On 01/28/2020 at 2:28 PM, the Discharge Planner stated that she allowed the Placement Counselor to make all the arrangements for this patient's transfer to a Group Home and to take the patient from the hospital, along with the discharge instructions. She confirmed the physician had ordered the patient to be discharged to a locked Assisted Living Facility. She stated she could not locate a locked Assisted Living Facility that would accept the patient and had to resort to a group home. She admitted that she knew that the home, where the patient was admitted , was not an Assisted Living Facility, and she did not verify if the Group Home was licensed, whether the home was locked, the services they could provide, or make any attempt to contact the Group Home to determine if the home was safe for the patient. She stated that she should have "Googled these homes" but she didn't.
During a phone interview with the patient's sister, on 01/28/20 at 12:32 PM, she stated the Placement Counselor took the patient to the bank and tried to withdraw $3000 out of the patient's account for payment to the group home.
The patient's sister stated that the Placement Counselor called the patient's brother, in Illinois, who refused to have the bank release $3000. The Placement Counselor told the patient's brother that she would go to another bank.
The patient's sister stated the Discharge Planner gave her two addresses where the patient might be placed and a person's first name and phone number. Review of these addresses failed to reveal these places are licensed, locked, assisted living facilities or group homes.
Review of the patient's Discharge Papers, revealed a third address (group home) where the patient was placed. Review of this address failed to reveal this place is licensed, locked, or an assisted living facility or group homes.
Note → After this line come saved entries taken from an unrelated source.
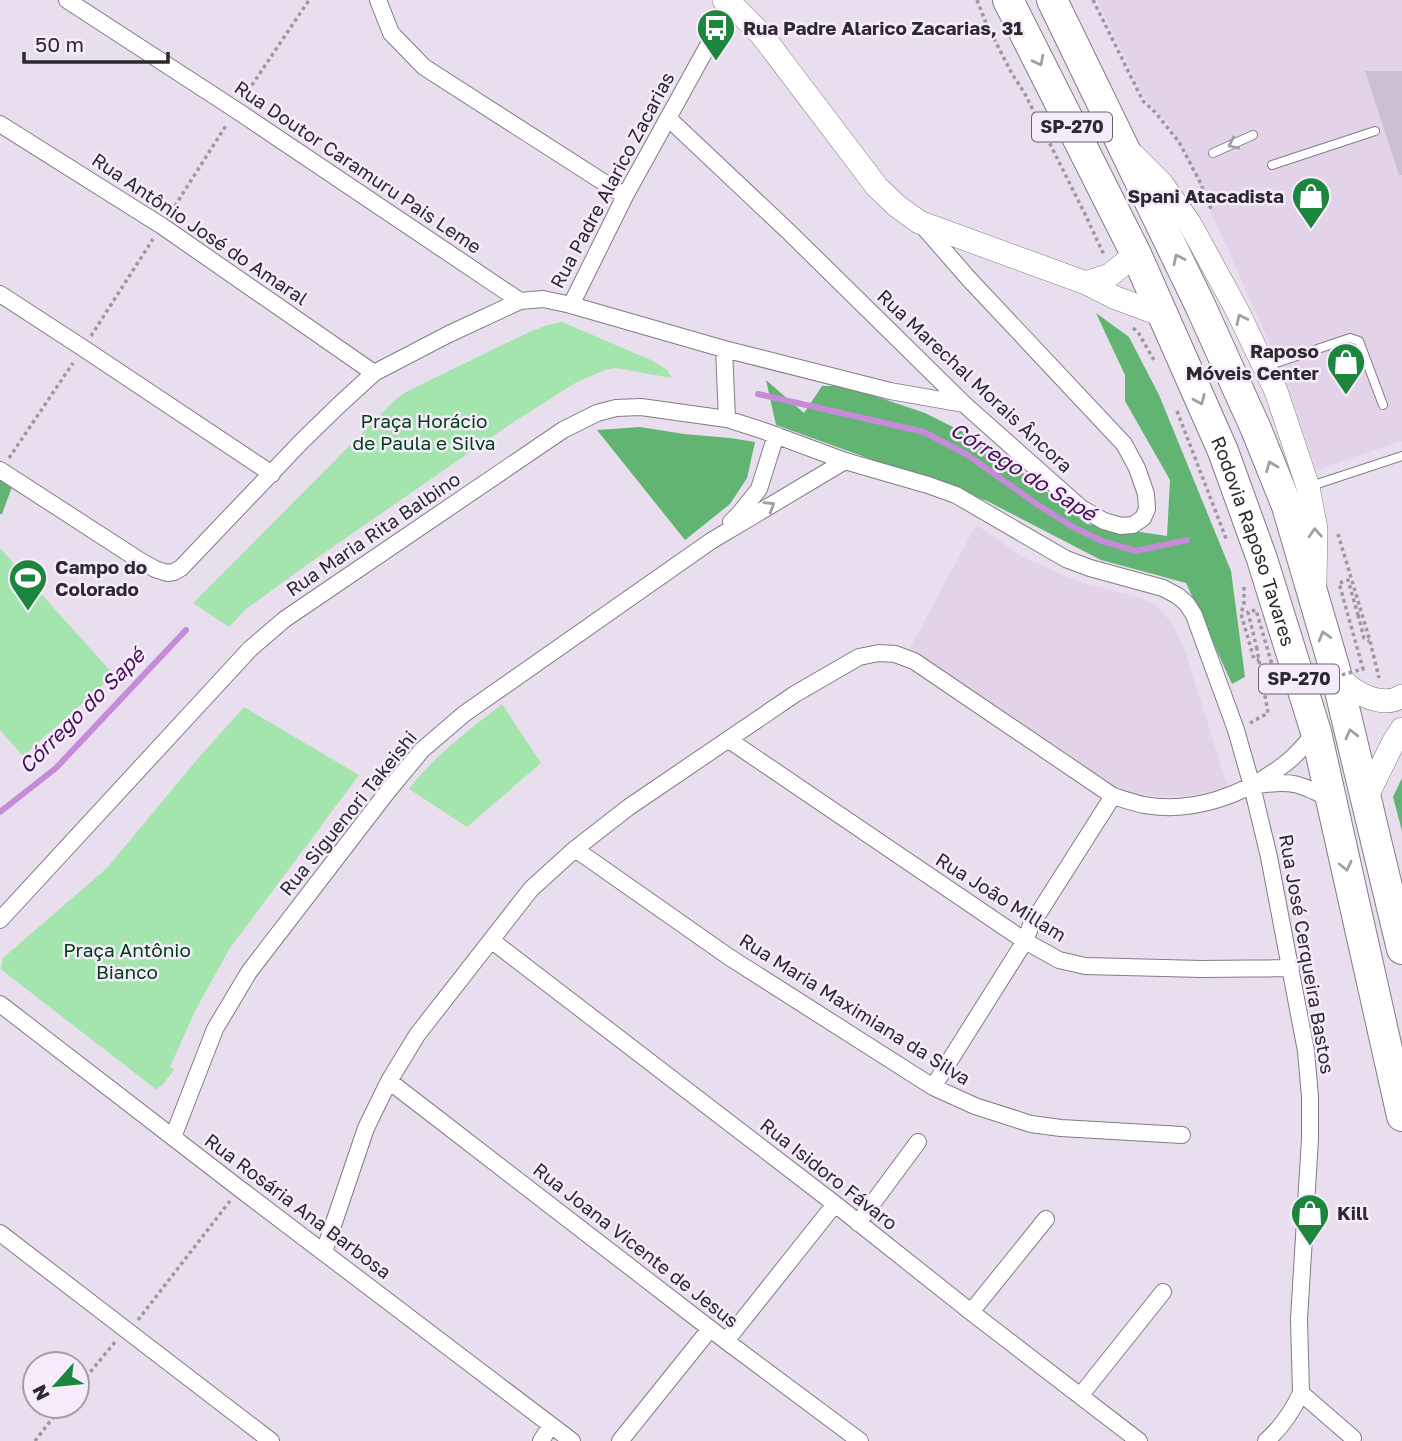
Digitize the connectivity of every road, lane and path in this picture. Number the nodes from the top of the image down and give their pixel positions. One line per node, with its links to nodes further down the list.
1 (67, 0): 21 (street, Rua Doutor Caramuru Pais Leme)
2 (378, 0): 15 (street)
3 (977, 0): 19 (path)
4 (1008, 0): 18 (highway, Rodovia Raposo Tavares / SP-270, one-way to 18)
5 (1052, 0): 12 (highway, Rodovia Raposo Tavares / SP-270)
6 (1093, 0): 16 (path)
7 (728, 2): 8 (street, Rua Padre Alarico Zacarias); 17 (street)
8 (668, 118): 15 (street, Rua Padre Alarico Zacarias); 29 (street, Rua Marechal Morais Âncora)
9 (0, 124): 28 (street, Rua Antônio José do Amaral)
10 (1375, 131): 14 (lane)
11 (1253, 135): 13 (lane, one-way to 13)
12 (1121, 142): 27 (street, one-way to 12); 44 (highway, Rodovia Raposo Tavares / SP-270, one-way to 12)
13 (1213, 153)
14 (1272, 165)
15 (625, 196): 22 (street, Rua Padre Alarico Zacarias)
16 (1212, 211)
17 (919, 222): 19 (street); 29 (street, Rua Marechal Morais Âncora)
18 (1136, 254): 19 (street); 23 (highway, Rodovia Raposo Tavares / SP-270)
19 (1094, 280): 23 (street)
20 (0, 294): 37 (street)
21 (520, 302): 22 (street, Rua Padre Alarico Zacarias); 28 (street, Rua Padre Alarico Zacarias)
22 (571, 305): 25 (street)
23 (1162, 315): 51 (highway, Rodovia Raposo Tavares / SP-270, one-way to 51)
24 (1129, 325): 26 (path)
25 (724, 349): 29 (street); 32 (street)
26 (1156, 364)
27 (1265, 367): 30 (lane); 38 (street)
28 (374, 373): 37 (street, Rua Padre Alarico Zacarias)
29 (964, 404)
30 (1383, 405)
31 (1176, 410): 41 (path)
32 (727, 419): 33 (street, Rua Maria Rita Balbino); 58 (street, Rua Maria Rita Balbino)
33 (776, 435): 35 (street, Rua Maria Rita Balbino); 40 (street, Rua Siguenori Takeishi)
34 (1402, 456): 38 (lane)
35 (845, 461): 40 (street, Rua Siguenori Takeishi, one-way to 35); 43 (street, Rua Maria Rita Balbino)
36 (0, 470): 37 (street, Rua Padre Alarico Zacarias)
37 (272, 474)
38 (1308, 487): 44 (street, one-way to 38)
39 (1336, 527): 45 (path)
40 (711, 541): 68 (street, Rua Siguenori Takeishi)
41 (1229, 545)
42 (1244, 584): 46 (path)
43 (1178, 596): 50 (street, Rua José Cerqueira Bastos)
44 (1314, 601): 47 (highway, Rodovia Raposo Tavares / SP-270, one-way to 44)
45 (1370, 641): 46 (path, bridge); 48 (path)
46 (1259, 660): 50 (path)
47 (1335, 670): 48 (street); 55 (highway, Rodovia Raposo Tavares / SP-270, one-way to 47)
48 (1392, 698)
49 (1402, 729): 55 (street)
50 (1236, 730): 53 (street, Rua José Cerqueira Bastos)
51 (1316, 732): 53 (street); 56 (highway, Rodovia Raposo Tavares / SP-270)
52 (729, 740): 54 (street); 57 (street); 60 (street, Rua João Millam)
53 (1252, 786): 54 (street); 56 (street); 62 (street, Rua José Cerqueira Bastos)
54 (1113, 796): 60 (street)
55 (1366, 798): 61 (highway, Rodovia Raposo Tavares / SP-270)
56 (1332, 800): 66 (highway, Rodovia Raposo Tavares / SP-270, one-way to 66)
57 (575, 849): 59 (street); 65 (street, Rua Maria Maximiana da Silva)
58 (0, 920)
59 (491, 940): 64 (street); 71 (street, Rua Isidoro Fávaro)
60 (1025, 942): 62 (street, Rua João Millam); 65 (street)
61 (1402, 949)
62 (1291, 968): 82 (street, Rua José Cerqueira Bastos)
63 (0, 1004): 68 (street, Rua Rosária Ana Barbosa)
64 (389, 1081): 75 (street); 78 (street, Rua Joana Vicente de Jesus)
65 (933, 1087): 67 (street, Rua Maria Maximiana da Silva)
66 (1402, 1116)
67 (1182, 1135)
68 (173, 1137): 70 (street, Rua Rosária Ana Barbosa)
69 (918, 1142): 73 (street)
70 (240, 1189): 75 (street, Rua Rosária Ana Barbosa); 79 (path)
71 (835, 1204): 73 (street, Rua Isidoro Fávaro); 80 (street)
72 (1046, 1219): 77 (street)
73 (858, 1223): 77 (street, Rua Isidoro Fávaro)
74 (0, 1233): 79 (street)
75 (324, 1252): 85 (street, Rua Rosária Ana Barbosa)
76 (1163, 1292): 83 (street)
77 (971, 1312): 83 (street, Rua Isidoro Fávaro)
78 (710, 1329): 80 (street, Rua Joana Vicente de Jesus); 91 (street)
79 (128, 1332): 81 (path); 88 (street)
80 (726, 1341): 92 (street, Rua Joana Vicente de Jesus)
81 (91, 1370)
82 (1301, 1392): 86 (street); 94 (street)
83 (1080, 1396): 93 (street, Rua Isidoro Fávaro)
84 (51, 1420): 87 (path)
85 (551, 1425): 89 (street); 90 (street, Rua Rosária Ana Barbosa)
86 (1353, 1438)
87 (35, 1441)
88 (271, 1441)
89 (541, 1441)
90 (572, 1441)
91 (620, 1441)
92 (860, 1441)
93 (1139, 1441)
94 (1266, 1441)

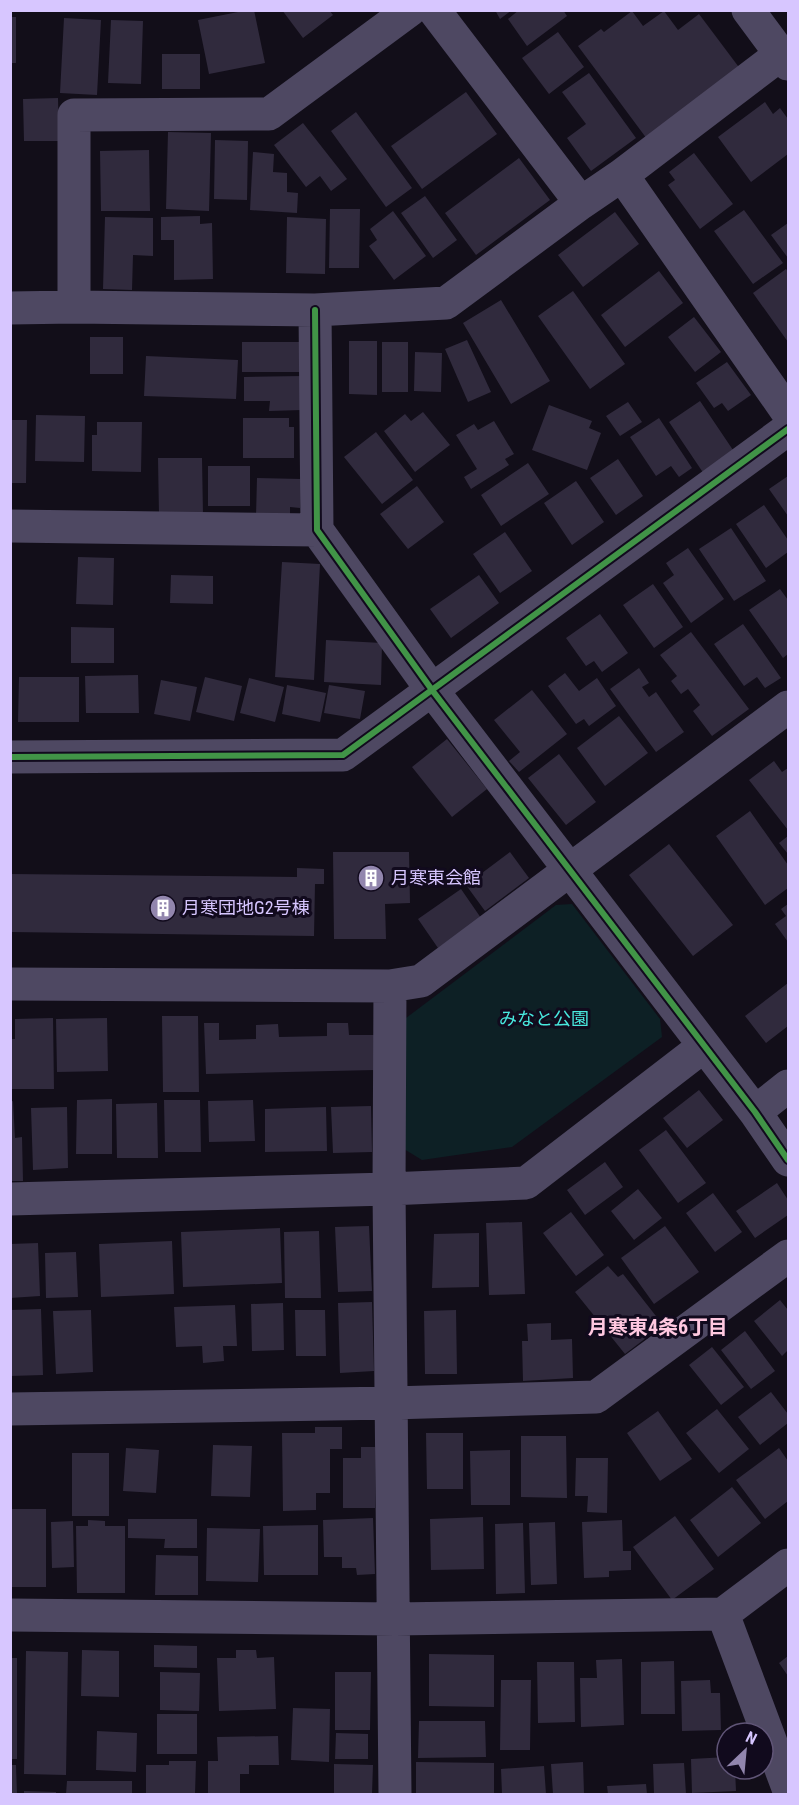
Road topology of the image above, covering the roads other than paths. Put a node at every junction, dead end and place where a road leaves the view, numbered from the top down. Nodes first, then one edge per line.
1 (410, 10) edge
2 (434, 10) edge
3 (748, 10) edge
4 (785, 59) edge
5 (622, 175) junction
6 (581, 203) junction
7 (74, 307) junction
8 (10, 308) edge
9 (315, 310) junction
10 (789, 413) edge
11 (789, 429) edge
12 (10, 526) edge
13 (317, 530) junction
14 (432, 690) junction
15 (789, 707) edge
16 (10, 757) edge
17 (569, 870) junction
18 (10, 984) edge
19 (390, 986) junction
20 (704, 1046) junction
21 (789, 1086) edge
22 (755, 1112) junction
23 (789, 1160) edge
24 (389, 1189) junction
25 (10, 1199) edge
26 (789, 1256) edge
27 (392, 1403) junction
28 (10, 1409) edge
29 (789, 1565) edge
30 (723, 1614) junction
31 (10, 1615) edge
32 (395, 1619) junction
33 (789, 1788) edge
34 (395, 1794) edge

1 - 7 street
2 - 6 street
3 - 4 street
4 - 5 street
5 - 6 street
5 - 10 street
6 - 9 street
7 - 8 street
7 - 9 street
9 - 13 street
11 - 14 street
12 - 13 street
13 - 14 street
14 - 16 street
14 - 17 street
15 - 17 street
17 - 19 street
17 - 20 street
18 - 19 street
19 - 24 street
20 - 22 street
20 - 24 street
21 - 22 street
22 - 23 street
24 - 25 street
24 - 27 street
26 - 27 street
27 - 28 street
27 - 32 street
29 - 30 street
30 - 32 street
30 - 33 street
31 - 32 street
32 - 34 street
During the interview with the patient's relative, she stated, on 11/18/19, she called the phone number the Discharge Planner had given her as the place where the Placement Counselor had taken the patient. She stated that she spoke with a person who told her the patient was at her "other place". The relative further stated that, on 12/06/19, the person who was supposedly housing the patient called the family and stated that the patient had slipped out a window and she called the police, who found him, and took him to the hospital. The patient's relative confirmed he was admitted to a local hospital and stated on 12/15/19, the family found a place for the patient out of state and came down to get the patient from the hospital.